This study reconsiders two simple toy data examples proposed by MacKay (2001) to illustrate what he called “symmetry-breaking” and inappropriate “over-pruning” by the variational inference (VI) approximation in Bayesian learning of probabilistic mixture models.
The exact Bayesian solution is derived formally, including the effects of parameter values in the prior distribution of mixture weights. The exact solution is then compared to the results of VI approximation.
In both toy examples both the exact solution and the VI approxi- mation normally assigned each data cluster entirely to its own mixture component. In both methods the number of active mixture components is normally the same as the number of data clusters. In this sense, the VI approach causes no “over-pruning”. In one extreme example with two clusters with only 1 and 3 samples, and very small parameter values in the prior Dirichlet distribution of mixture weights, the exact Bayesian solution assigned all samples to the same component, i.e., with “over-pruning”, whereas the VI approximation still converged to a solution using both mixture components, i.e., with no “over-pruning”. Thus, if inappropriate over-pruning occurs, it is probably caused by inappropriate selection of prior model parameters, and not by the VI approach.

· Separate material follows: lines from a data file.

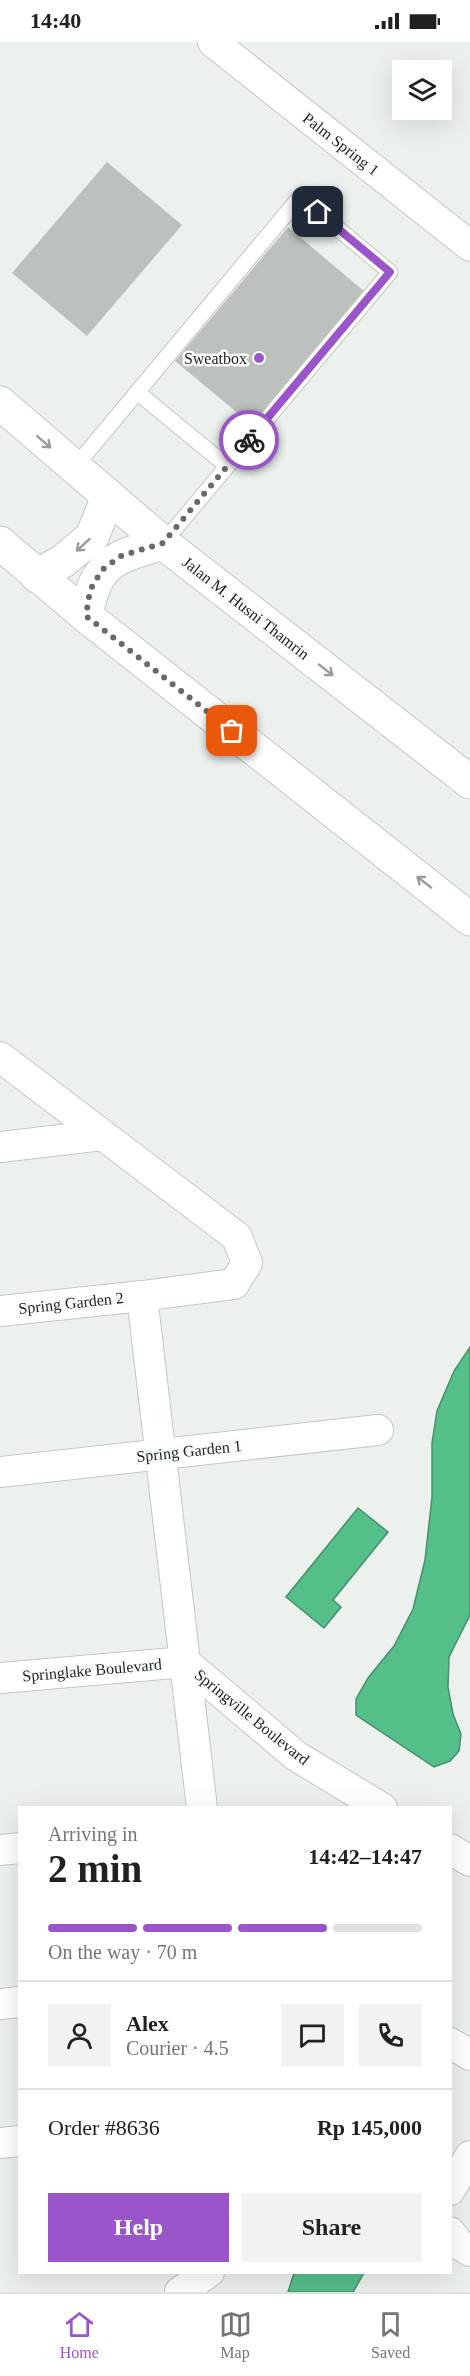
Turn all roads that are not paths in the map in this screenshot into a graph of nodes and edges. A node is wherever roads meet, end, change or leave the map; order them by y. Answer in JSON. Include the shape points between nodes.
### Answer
{"nodes":[{"id":1,"x":213,"y":42,"type":"edge"},
{"id":2,"x":470,"y":246,"type":"edge"},
{"id":3,"x":137,"y":392,"type":"junction"},
{"id":4,"x":0,"y":403,"type":"edge"},
{"id":5,"x":227,"y":466,"type":"junction"},
{"id":6,"x":74,"y":468,"type":"junction"},
{"id":7,"x":108,"y":497,"type":"junction"},
{"id":8,"x":0,"y":543,"type":"edge"},
{"id":9,"x":163,"y":543,"type":"junction"},
{"id":10,"x":37,"y":576,"type":"junction"},
{"id":11,"x":86,"y":616,"type":"junction"},
{"id":12,"x":470,"y":782,"type":"edge"},
{"id":13,"x":470,"y":919,"type":"edge"},
{"id":14,"x":0,"y":1057,"type":"edge"},
{"id":15,"x":103,"y":1135,"type":"junction"},
{"id":16,"x":0,"y":1147,"type":"edge"},
{"id":17,"x":142,"y":1296,"type":"junction"},
{"id":18,"x":0,"y":1311,"type":"edge"},
{"id":19,"x":378,"y":1430,"type":"dead end"},
{"id":20,"x":161,"y":1454,"type":"junction"},
{"id":21,"x":0,"y":1472,"type":"edge"},
{"id":22,"x":185,"y":1662,"type":"junction"},
{"id":23,"x":0,"y":1678,"type":"edge"},
{"id":24,"x":202,"y":1806,"type":"edge"},
{"id":25,"x":379,"y":1806,"type":"edge"},
{"id":26,"x":18,"y":1848,"type":"edge"},
{"id":27,"x":0,"y":1850,"type":"edge"},
{"id":28,"x":452,"y":1850,"type":"edge"},
{"id":29,"x":470,"y":1861,"type":"edge"},
{"id":30,"x":18,"y":2002,"type":"edge"},
{"id":31,"x":0,"y":2004,"type":"edge"},
{"id":32,"x":452,"y":2044,"type":"edge"},
{"id":33,"x":470,"y":2055,"type":"edge"},
{"id":34,"x":18,"y":2141,"type":"edge"},
{"id":35,"x":0,"y":2143,"type":"edge"},
{"id":36,"x":470,"y":2156,"type":"edge"},
{"id":37,"x":452,"y":2187,"type":"edge"},
{"id":38,"x":206,"y":2274,"type":"edge"},
{"id":39,"x":180,"y":2292,"type":"edge"}],
"edges":[{"from":1,"to":2,"type":"street","name":"Palm Spring 1"},
{"from":3,"to":5,"type":"lane"},
{"from":3,"to":5,"type":"lane","via":[[300,197],[390,272]]},
{"from":3,"to":6,"type":"lane"},
{"from":4,"to":6,"type":"main road","name":"Jalan M. Husni Thamrin","one_way":true},
{"from":5,"to":9,"type":"lane"},
{"from":6,"to":7,"type":"main road","name":"Jalan M. Husni Thamrin"},
{"from":7,"to":9,"type":"main road","name":"Jalan M. Husni Thamrin"},
{"from":7,"to":10,"type":"main road","one_way":true,"via":[[92,537]]},
{"from":8,"to":10,"type":"main road"},
{"from":9,"to":11,"type":"main road","via":[[121,556],[102,570],[90,590]]},
{"from":9,"to":12,"type":"main road","name":"Jalan M. Husni Thamrin","one_way":true},
{"from":10,"to":11,"type":"main road"},
{"from":13,"to":11,"type":"main road","one_way":true},
{"from":14,"to":15,"type":"street"},
{"from":15,"to":16,"type":"street"},
{"from":15,"to":17,"type":"street","name":"Spring Garden 2","via":[[237,1238],[247,1263],[234,1284]]},
{"from":17,"to":18,"type":"street","name":"Spring Garden 2"},
{"from":17,"to":20,"type":"street"},
{"from":19,"to":20,"type":"street","name":"Spring Garden 1"},
{"from":20,"to":21,"type":"street","name":"Spring Garden 1"},
{"from":20,"to":22,"type":"street"},
{"from":22,"to":23,"type":"street","name":"Springlake Boulevard"},
{"from":22,"to":24,"type":"street"},
{"from":22,"to":25,"type":"street","name":"Springville Boulevard","via":[[296,1756]]},
{"from":26,"to":27,"type":"street"},
{"from":28,"to":29,"type":"street"},
{"from":30,"to":31,"type":"street"},
{"from":32,"to":33,"type":"street"},
{"from":34,"to":35,"type":"street"},
{"from":36,"to":37,"type":"street"},
{"from":38,"to":39,"type":"street"}]}
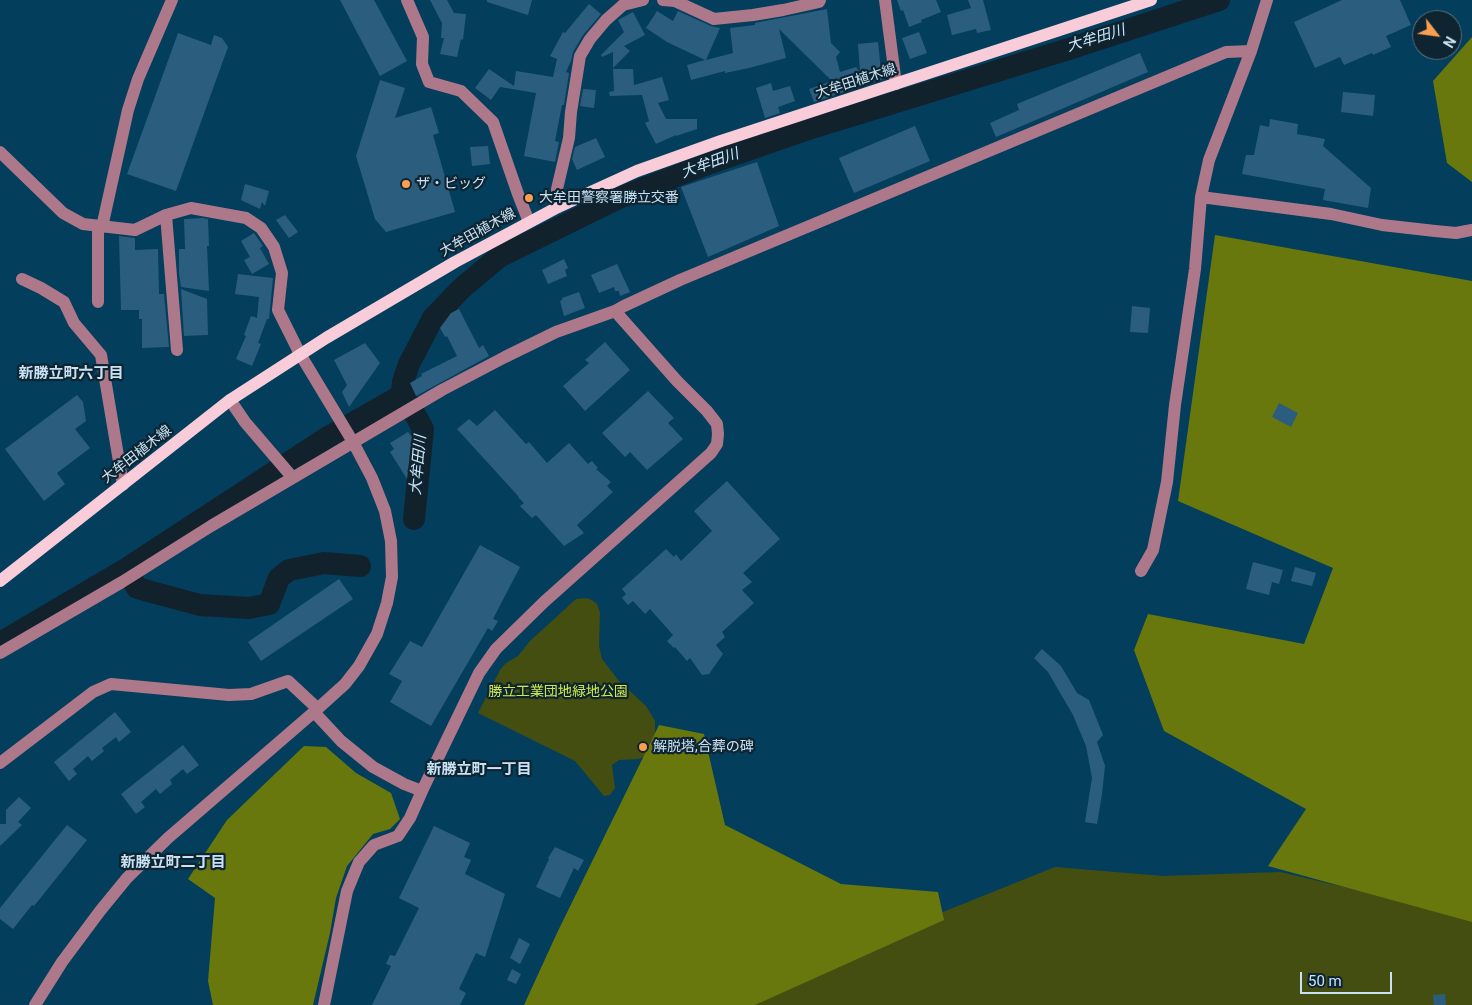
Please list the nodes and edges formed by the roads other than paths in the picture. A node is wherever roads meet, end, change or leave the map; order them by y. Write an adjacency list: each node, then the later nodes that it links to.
1 (172, 0): 16 (street)
2 (407, 0): 15 (street)
3 (643, 0): 13 (street)
4 (663, 0): 5 (street)
5 (820, 0)
6 (884, 0): 10 (street)
7 (1151, 0): 10 (main road, 大牟田植木線)
8 (1268, 0): 9 (street)
9 (1251, 51): 12 (street); 20 (street)
10 (896, 84): 13 (main road, 大牟田植木線)
11 (0, 152): 16 (street)
12 (1201, 197): 17 (street); 27 (street)
13 (558, 207): 15 (main road, 大牟田植木線)
14 (166, 215): 16 (street); 21 (street); 22 (street)
15 (529, 222): 22 (main road, 大牟田植木線)
16 (100, 226): 19 (street)
17 (1472, 230)
18 (22, 279): 26 (street)
19 (98, 302)
20 (615, 311): 24 (street); 32 (street)
21 (177, 350)
22 (300, 354): 23 (main road, 大牟田植木線); 24 (street)
23 (230, 400): 25 (street); 26 (main road, 大牟田植木線)
24 (351, 439): 25 (street); 30 (street)
25 (291, 475): 29 (street)
26 (123, 485): 28 (main road, 大牟田植木線)
27 (1141, 571)
28 (1, 579)
29 (0, 653)
30 (316, 710): 31 (street); 32 (street); 33 (street)
31 (0, 763)
32 (422, 790): 34 (street)
33 (35, 1005)
34 (324, 1005)

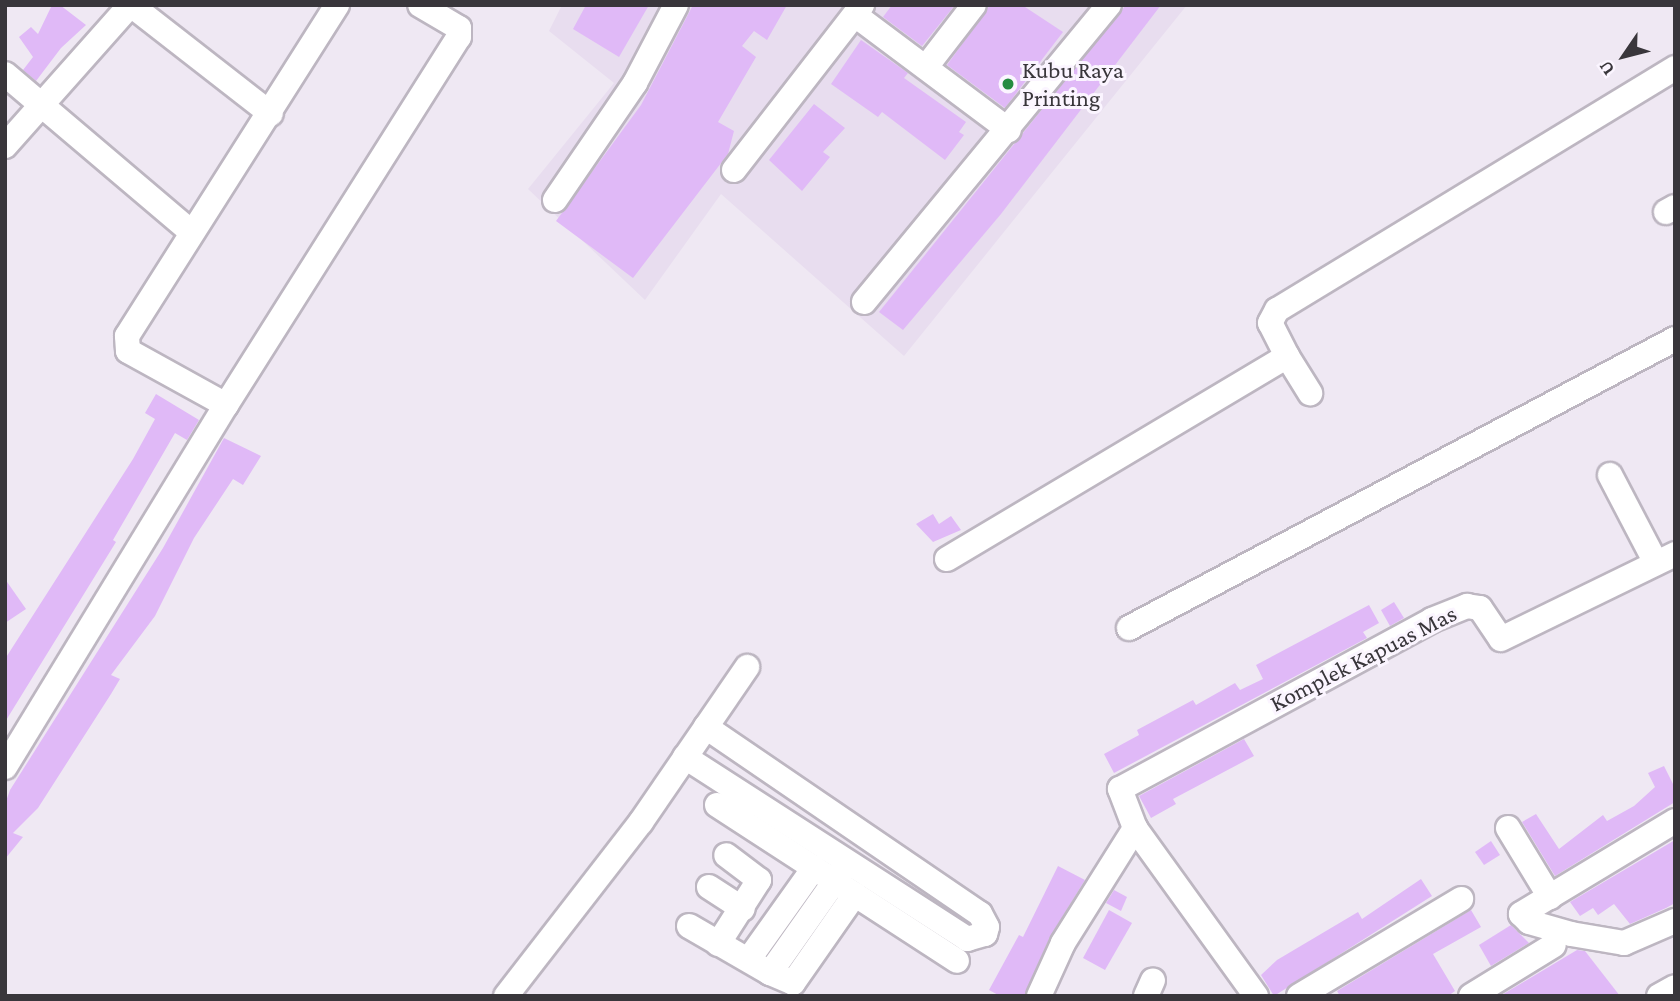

The VI approximation shows “symmetry-breaking” because it converges to one of the arbitrary and equivalent permutations of the indices of mixture components. The “symmetric” exact solution formally in- cludes all these permutations, but this is precisely what makes the exact Bayesian solution computationally impractical. Thus, in these toy examples, we must conclude that “symmetry-breaking” is not the same thing as “over-pruning”. The VI approximation shows “symmetry-breaking” but no “over-pruning”.